__Work instructions__
The response should hold each line from the entries below where "lane" is found.
━━ Data to examine
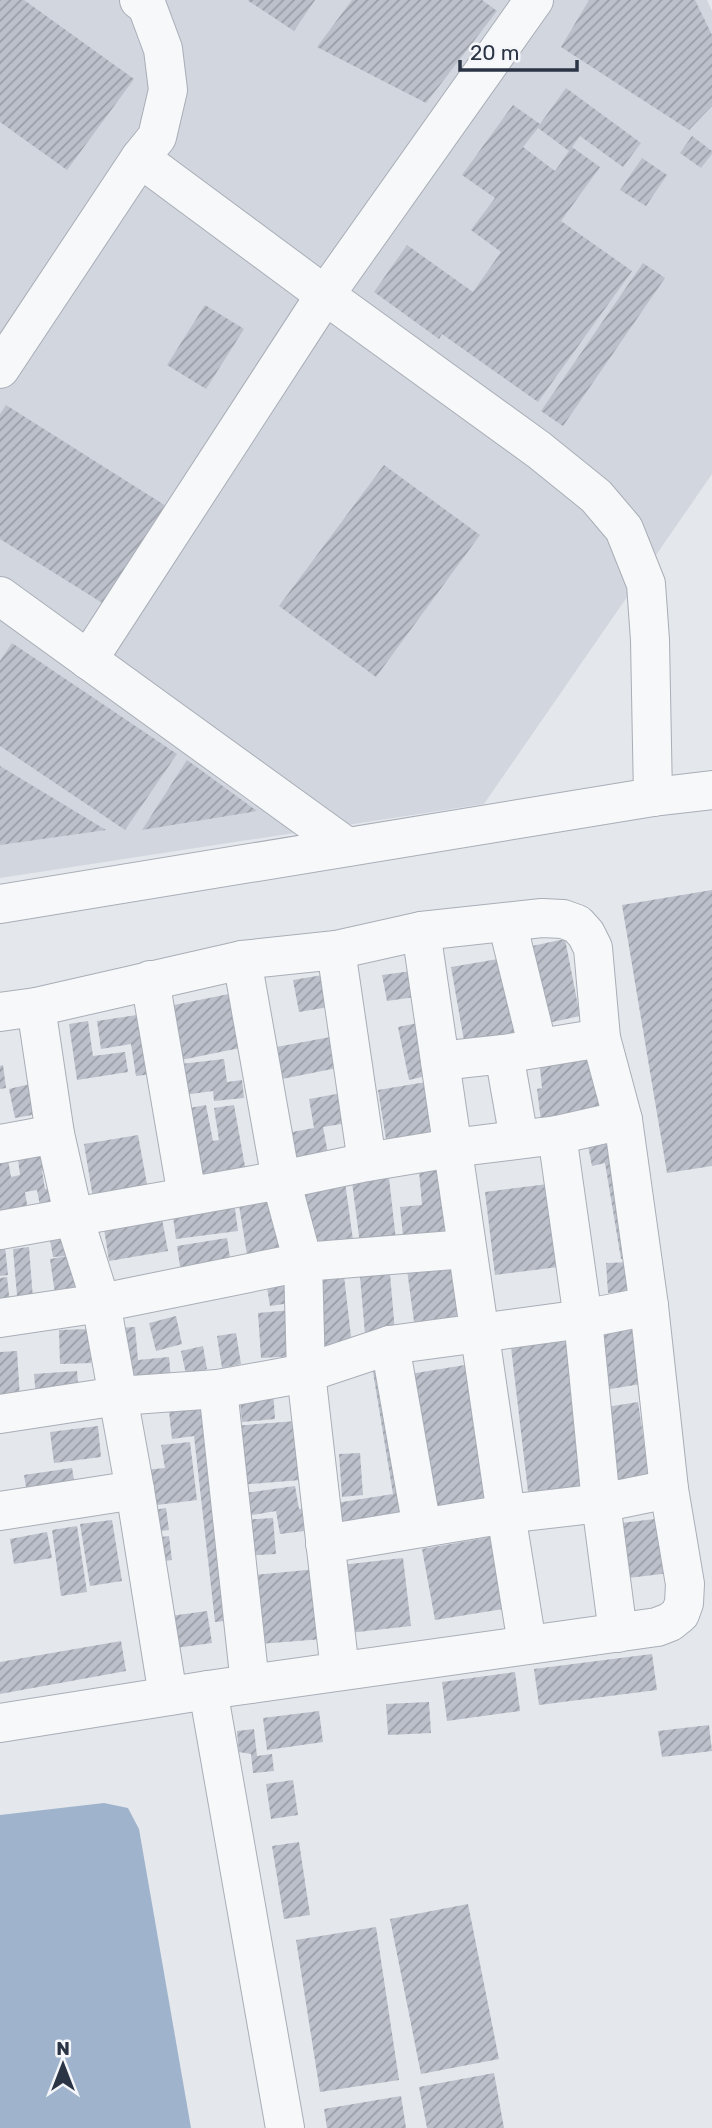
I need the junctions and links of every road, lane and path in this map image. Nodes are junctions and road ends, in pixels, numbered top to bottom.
1 (534, 0) edge
2 (146, 2) edge
3 (140, 158) junction
4 (325, 295) junction
5 (0, 369) edge
6 (0, 596) edge
7 (88, 660) junction
8 (712, 790) edge
9 (653, 797) junction
10 (347, 847) junction
11 (0, 904) edge
12 (507, 922) junction
13 (421, 931) junction
14 (336, 950) junction
15 (242, 960) junction
16 (150, 980) junction
17 (18, 1009) edge
18 (601, 1038) junction
19 (521, 1051) junction
20 (440, 1061) junction
21 (623, 1119) junction
22 (55, 1134) junction
23 (557, 1135) junction
24 (519, 1139) junction
25 (0, 1144) edge
26 (452, 1148) junction
27 (367, 1162) junction
28 (281, 1180) junction
29 (187, 1196) junction
30 (74, 1218) junction
31 (0, 1230) edge
32 (466, 1249) junction
33 (303, 1262) junction
34 (101, 1303) junction
35 (649, 1306) junction
36 (0, 1318) edge
37 (583, 1319) junction
38 (479, 1332) junction
39 (390, 1345) junction
40 (306, 1373) junction
41 (219, 1388) junction
42 (118, 1396) junction
43 (0, 1414) edge
44 (669, 1489) junction
45 (135, 1490) junction
46 (601, 1503) junction
47 (0, 1511) edge
48 (506, 1514) junction
49 (422, 1528) junction
50 (325, 1544) junction
51 (618, 1633) junction
52 (527, 1644) junction
53 (340, 1671) junction
54 (250, 1684) junction
55 (208, 1690) junction
56 (168, 1696) junction
57 (0, 1723) edge
58 (285, 2128) edge

1 - 4 street
2 - 3 street
3 - 4 street
3 - 5 street
4 - 7 street
4 - 9 street
6 - 7 street
7 - 10 street
8 - 9 street
9 - 10 street
10 - 11 street
12 - 13 street
12 - 18 street
12 - 19 street
13 - 14 street
13 - 20 street
14 - 15 street
14 - 27 street
15 - 16 street
15 - 28 street
16 - 17 street
16 - 29 street
17 - 22 street
18 - 19 street
18 - 21 street
19 - 20 street
19 - 24 street
20 - 26 street
21 - 23 street
21 - 35 street
22 - 25 street
22 - 30 street
23 - 24 street
23 - 37 street
24 - 26 street
26 - 27 street
26 - 32 street
27 - 28 street
28 - 29 street
28 - 33 street
29 - 30 street
30 - 31 street
30 - 34 street
32 - 33 street
32 - 38 street
33 - 34 street
33 - 40 street
34 - 36 street
34 - 42 street
35 - 37 street
35 - 44 street
37 - 38 street
37 - 46 street
38 - 39 street
38 - 48 street
39 - 40 street
39 - 49 street
40 - 41 street
40 - 50 street
41 - 42 street
41 - 54 street
42 - 43 street
42 - 45 street
44 - 46 street
44 - 51 street
45 - 47 street
45 - 56 street
46 - 48 street
46 - 51 street
48 - 49 street
48 - 52 street
49 - 50 street
50 - 53 street
51 - 52 street
52 - 53 street
53 - 54 street
54 - 55 street
55 - 56 street
55 - 58 street
56 - 57 street

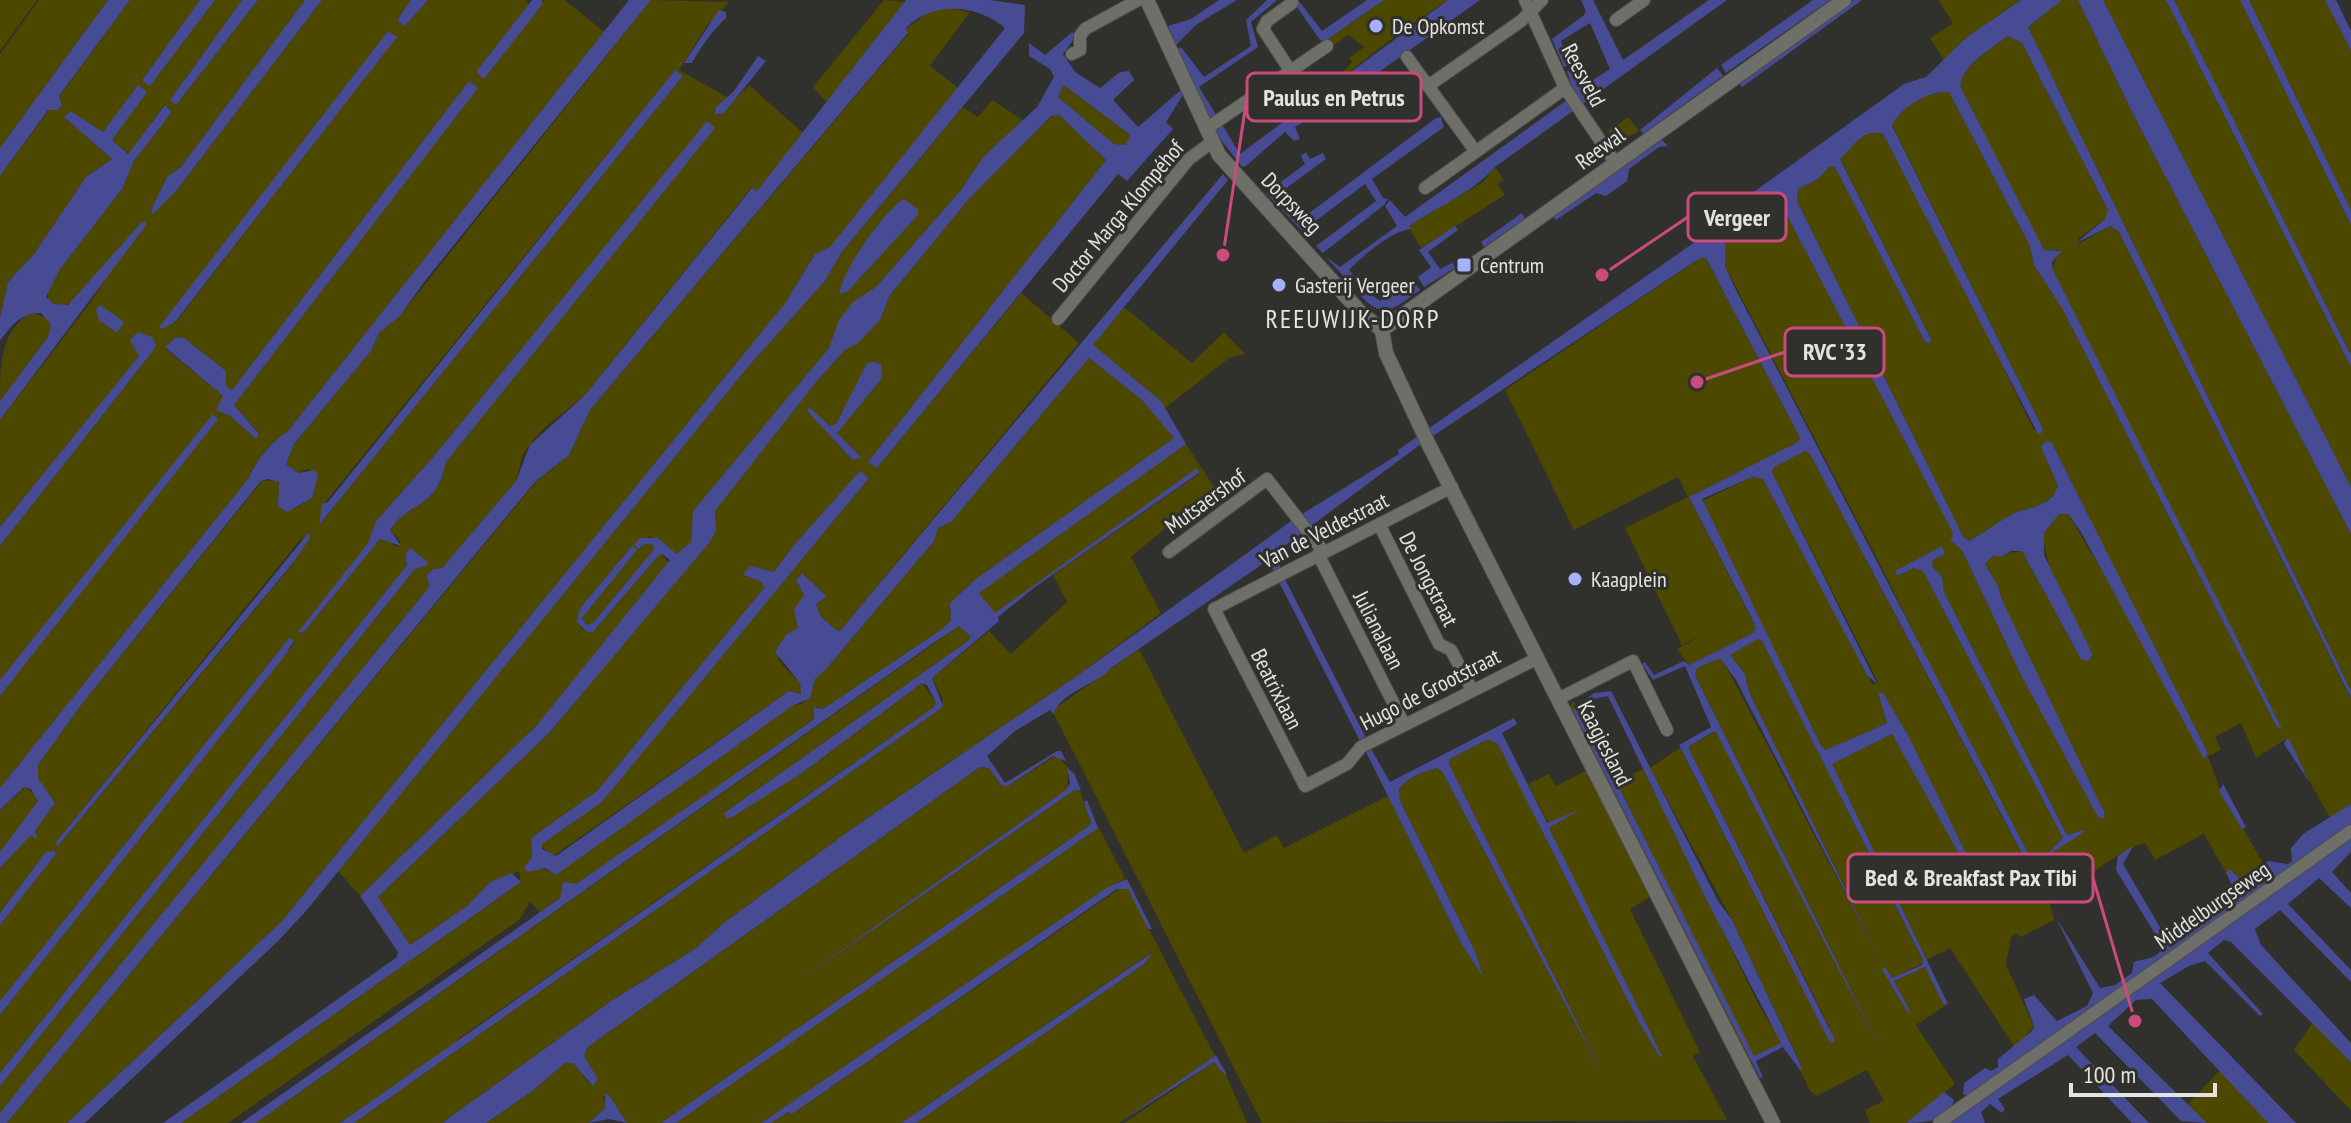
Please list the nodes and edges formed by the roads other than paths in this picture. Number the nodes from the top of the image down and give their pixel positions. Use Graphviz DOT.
graph roads {
  1 [pos="1138,0"];
  2 [pos="1147,0"];
  3 [pos="1542,0"];
  4 [pos="1644,0"];
  5 [pos="1844,0"];
  6 [pos="1292,3"];
  7 [pos="1528,6"];
  8 [pos="1616,20"];
  9 [pos="1327,46"];
  10 [pos="1072,54"];
  11 [pos="1407,57"];
  12 [pos="1290,71"];
  13 [pos="1428,86"];
  14 [pos="1301,87"];
  15 [pos="1567,91"];
  16 [pos="1212,130"];
  17 [pos="1476,152"];
  18 [pos="1610,157"];
  19 [pos="1425,188"];
  20 [pos="1058,319"];
  21 [pos="1382,330"];
  22 [pos="1452,487"];
  23 [pos="1379,524"];
  24 [pos="1169,552"];
  25 [pos="1320,553"];
  26 [pos="1214,609"];
  27 [pos="1538,658"];
  28 [pos="1472,690"];
  29 [pos="1558,699"];
  30 [pos="1404,724"];
  31 [pos="1667,730"];
  32 [pos="1305,786"];
  33 [pos="2351,831"];
  34 [pos="1773,1123"];
  35 [pos="1939,1123"];
  1 -- 10 [label="street"];
  2 -- 16 [label="street, Dorpsweg"];
  3 -- 7 [label="street"];
  4 -- 8 [label="street"];
  5 -- 18 [label="street, Reewal"];
  6 -- 12 [label="street"];
  7 -- 13 [label="street"];
  7 -- 15 [label="street, Reesveld"];
  9 -- 12 [label="street, Doctor Marga Klompéhof"];
  11 -- 13 [label="street"];
  12 -- 14 [label="street"];
  12 -- 16 [label="street, Doctor Marga Klompéhof"];
  13 -- 17 [label="street"];
  15 -- 17 [label="street"];
  15 -- 18 [label="street, Reesveld"];
  16 -- 20 [label="street, Doctor Marga Klompéhof"];
  16 -- 21 [label="street, Dorpsweg"];
  17 -- 19 [label="street"];
  18 -- 21 [label="street, Reewal"];
  21 -- 22 [label="street, Kaagjesland"];
  22 -- 23 [label="street, Van de Veldestraat"];
  22 -- 27 [label="street, Kaagjesland"];
  23 -- 25 [label="street, Van de Veldestraat"];
  23 -- 28 [label="street, De Jongstraat"];
  24 -- 25 [label="street, Mutsaershof"];
  25 -- 26 [label="street, Van de Veldestraat"];
  25 -- 30 [label="street, Julianalaan"];
  26 -- 32 [label="street, Beatrixlaan"];
  27 -- 28 [label="street, Hugo de Grootstraat"];
  27 -- 29 [label="street, Kaagjesland"];
  28 -- 30 [label="street, Hugo de Grootstraat"];
  29 -- 31 [label="street"];
  29 -- 34 [label="street, Kaagjesland"];
  30 -- 32 [label="street, Hugo de Grootstraat"];
  33 -- 35 [label="street, Middelburgseweg"];
}
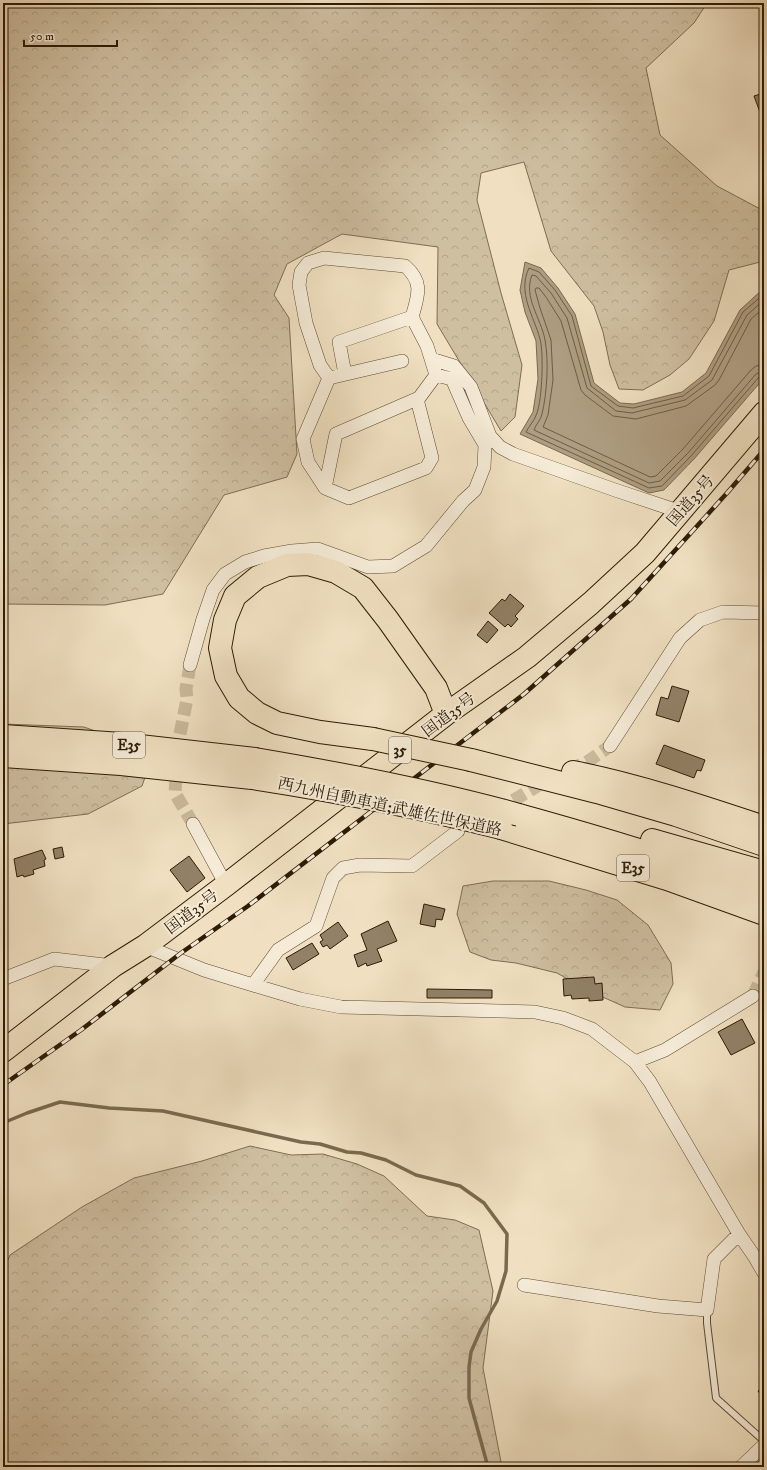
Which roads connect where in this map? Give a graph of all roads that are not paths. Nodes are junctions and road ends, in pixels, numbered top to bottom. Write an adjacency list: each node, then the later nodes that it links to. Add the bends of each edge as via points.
1 (412, 317): 2 (street); 4 (street, via 339,342); 6 (street, via 418,295 417,283 413,273 405,266 324,258 308,263 301,272 299,285 306,323 320,365)
2 (431, 359): 5 (street); 10 (street, via 454,366 471,387 490,436 500,447 520,457)
3 (402, 361): 4 (street)
4 (345, 374): 6 (street)
5 (436, 375): 7 (street); 12 (street, via 452,379 469,418 485,445 484,467 475,490 426,546 393,566 368,568 318,549 264,556 238,566 225,574 213,590)
6 (329, 378): 9 (street, via 303,439 308,462)
7 (417, 399): 9 (street, via 336,434); 9 (street, via 432,458 426,468 349,498)
8 (764, 413): 10 (highway, 国道35号 / 35)
9 (325, 488)
10 (681, 511): 13 (highway, 国道35号 / 35, via 645,553 591,603 527,657)
11 (764, 613): 15 (street, via 723,612 700,620 680,638)
12 (190, 665)
13 (446, 714): 17 (highway, bridge, via 436,688 388,620 363,588 336,572 308,564 287,565 258,576 235,596 225,620 220,648 226,676 239,698 257,713 277,723 320,732 375,735); 25 (highway, 国道35号 / 35)
14 (3, 736): 18 (highway, 西九州自動車道;武雄佐世保道路 / E35, via 122,744)
15 (610, 746)
16 (3, 756): 18 (highway, 西九州自動車道;武雄佐世保道路 / E35, via 120,764)
17 (472, 756): 21 (highway, via 606,779 682,800); 23 (highway, via 662,811)
18 (254, 768): 19 (highway, 西九州自動車道;武雄佐世保道路 / E35, bridge, via 335,773 471,801); 27 (highway, 西九州自動車道;武雄佐世保道路 / E35, bridge, via 327,790 501,828 667,879)
19 (519, 815): 24 (highway, via 653,840); 26 (highway, 西九州自動車道;武雄佐世保道路 / E35, via 594,836)
20 (193, 824): 25 (street)
21 (764, 828)
22 (458, 831): 31 (street, via 412,866 360,865 343,868 333,878 316,926 278,950)
23 (764, 845)
24 (764, 872)
25 (226, 885): 28 (highway, 国道35号 / 35)
26 (764, 894)
27 (764, 914)
28 (145, 946): 29 (highway, 国道35号 / 35); 31 (street, via 204,970)
29 (112, 966): 30 (street, via 54,959); 33 (highway, 国道35号 / 35)
30 (3, 979)
31 (253, 985): 34 (street, via 300,999 341,1007 535,1012 563,1018 592,1030)
32 (753, 996): 34 (street, via 665,1050)
33 (3, 1051)
34 (635, 1062): 35 (street, via 650,1082)
35 (739, 1234): 36 (street); 38 (street, via 714,1259)
36 (764, 1273)
37 (524, 1285): 38 (street, via 658,1306)
38 (707, 1310): 39 (lane, via 716,1398)
39 (764, 1441)
40 (764, 1445): 41 (street)
41 (742, 1467)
━━━━
__Answer section__
I need the junctions and links of every road, lane and path in this map image. Nodes are junctions and road ends, in pixels, numbered top to bottom.
38 (707, 1310): 39 (lane, via 716,1398)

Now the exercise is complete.